In case there was any slim hope that he might hang on, the emerging details of just how extensive his shenanigans were ought to polish that off. Wait ’til the tabs track down “Kristen” and ask her to confirm or deny Heidi Fleiss’s theory of how he got busted.
Gov. Eliot Spitzer has been soliciting high-priced hookers for at least six years and possibly for more than a decade, sources tell The Post.
The revelation yesterday that the crusading governor was in fact “Client 9” named in a federal prostitution indictment did not shock insiders in the city’s sex industry.
Sources tell The Post that Spitzer had frequented high-priced hookers as far back as 2002 and possibly earlier.
Spitzer, who as attorney general lead investigations into prostitution, was among an elite group of powerbrokers and high-powered attorneys that regularly paid for dates at top escort agencies, sources said.
The same article says he and “Kristen” had rendezvoused before, although Newsday claims he’d “visited” with other women at the Emperors Club seven or eight times, all over the country, dating back “several years.” Four digit fees in each and every case.
Exit question: Nobody knew? Surely some of his aides would have had an inkling and whispered something to the party leaders in NYS vetting the guy for his gubernatorial run. Although … if they knew, people on Wall Street would have heard and would have used it to destroy him after his office started cracking down. It’s either a miracle of discretion that word never leaked or the Post’s story is crap. Which is it? And if it’s the latter, how come Newsday independently is also reporting assignations dating back to before he was governor?
Update: What does this do to the left’s theory of a politically motivated prosecution? Only now are the Bushies digging up the dirt to bring down a guy whose approval rating was in the toilet anyway? Or did they supposedly have it in hand all this time and were just waiting for the right time, and this is the right time for whatever reason? Whatever.
For the record, Paterson says there are no transition plans ongoing.
Update: Another depth charge on the nutroots theory of a targeted prosecution: Not only was it Spitz’s bank who alerted the feds of his suspicious transfers, the investigation was underaken because they thought someone might have been blackmailing him.
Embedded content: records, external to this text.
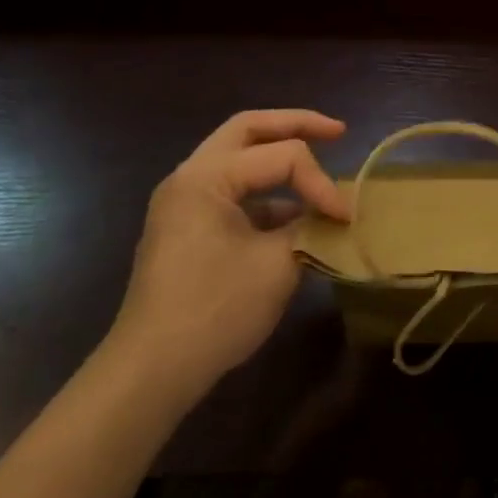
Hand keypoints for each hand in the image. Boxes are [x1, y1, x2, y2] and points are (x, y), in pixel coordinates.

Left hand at [104, 109, 349, 409]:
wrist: (152, 372)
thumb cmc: (215, 310)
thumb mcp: (278, 263)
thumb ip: (310, 226)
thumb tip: (332, 217)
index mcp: (206, 177)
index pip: (282, 156)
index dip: (321, 182)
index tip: (345, 219)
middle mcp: (189, 178)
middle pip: (249, 130)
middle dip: (296, 125)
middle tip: (337, 131)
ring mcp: (183, 204)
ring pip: (237, 158)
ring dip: (278, 158)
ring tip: (317, 166)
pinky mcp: (187, 229)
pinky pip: (232, 193)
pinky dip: (266, 194)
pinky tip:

No shortage of material if someone had, needless to say.
Spitzer had the money broken down into several smaller amounts of under $10,000 each, apparently to avoid getting around federal regulations requiring the reporting of the transfer of $10,000 or more, the sources said. The regulations are aimed at helping spot possible illegal business activities, such as frauds or drug deals.
Apparently, having second thoughts about even sending the total amount in this manner because it still might reveal what he was doing, Spitzer then asked that the bank to take his name off the wires, the sources said.
Bank officials declined, however, saying that it was improper to do so and in any event, it was too late to do so, because the money already had been sent, the sources said.
The bank then, as is required by law, filed an SAR, or Suspicious Activity Report, with the Internal Revenue Service, reporting the transfer of the money that exceeded $10,000, but had been broken down into smaller amounts, the sources said…
[A]n analyst at the regional IRS office in Hauppauge noted Spitzer’s particular SAR and singled it out for attention to criminal investigators, the sources said.
The assumption, the sources said, was that Spitzer was somehow being victimized either by a blackmailer or an impostor. The agents also speculated that perhaps the governor was involved in some sort of political corruption, the sources reiterated.
The former AG of New York, famous for his prosecutions of corporate crime, didn’t think to avoid an SAR?